# hooked up home-made antenna and found 70 channels..



## hakaveli (Jan 24, 2007)

but only 10 show up on my TV GUIDE.. im not expecting 70 new channels of course just wondering why D* found 70 channels when searching? also, should i make another antenna to face another direction? i got about 80% signal strength with it inside my house.. cant wait to test it outside!


----------



## n3ntj (Dec 18, 2006)

Did you plug in your antenna to the OTA port and then have your HR20 setup your OTA channels based upon your primary and 2ndary zip codes? Looks like the 70 channels (wow) is what your HR20 thinks you may be able to get based upon your zip codes, but the 10 channels you actually get are what you can receive based upon your antenna, coax, etc.


----------



## hakaveli (Jan 24, 2007)

well i have an H20 not an HR20 if that makes a difference. and upon setup i only entered a primary zip code am i suppose to enter a secondary one also? i dont know what a secondary zip code is or what is the secondary zip code for me? primary zip code is set to 92126 which is where im located


----------



## n3ntj (Dec 18, 2006)

If you can get some of the LA stations you could enter an LA zip code to get your IRD to post them.

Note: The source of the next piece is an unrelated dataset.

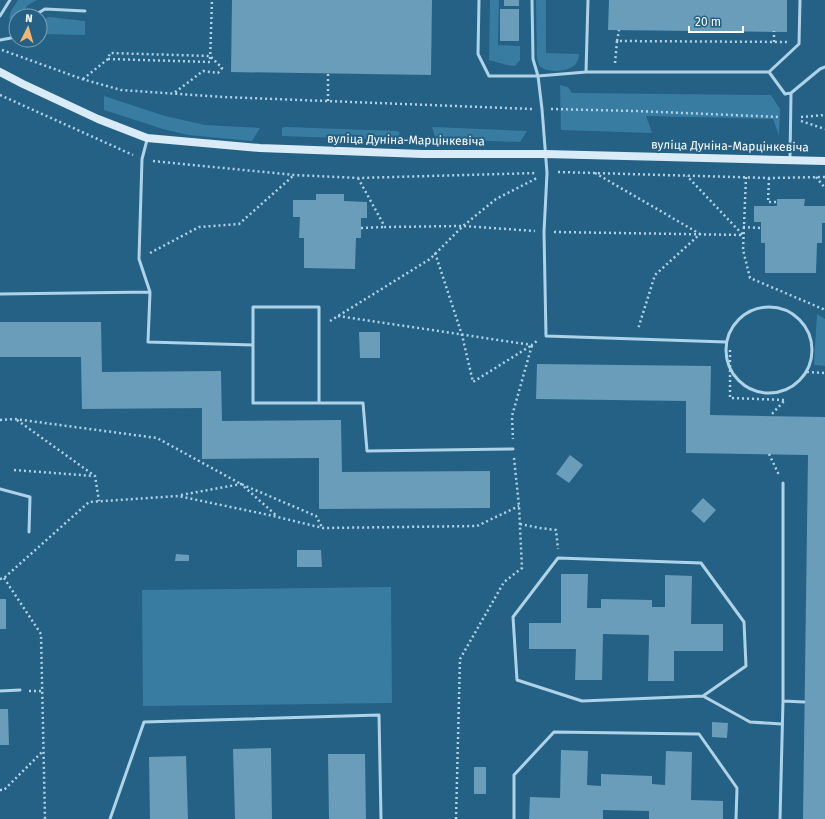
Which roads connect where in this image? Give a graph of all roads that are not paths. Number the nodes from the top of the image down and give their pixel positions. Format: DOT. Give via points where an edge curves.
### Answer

Don't know if the H20 works OTA and OTA guide the same as the HR20.


----------



## 4DThinker (Dec 17, 2006)

Sometimes my HDTVs find station signals, but not at a strong enough level to make them worth watching. Bigger antenna and more come in strong enough to watch.


----------



## tbpb3 (Dec 10, 2006)

I get 52 channels OTA here in Long Beach and sometimes get San Diego


----------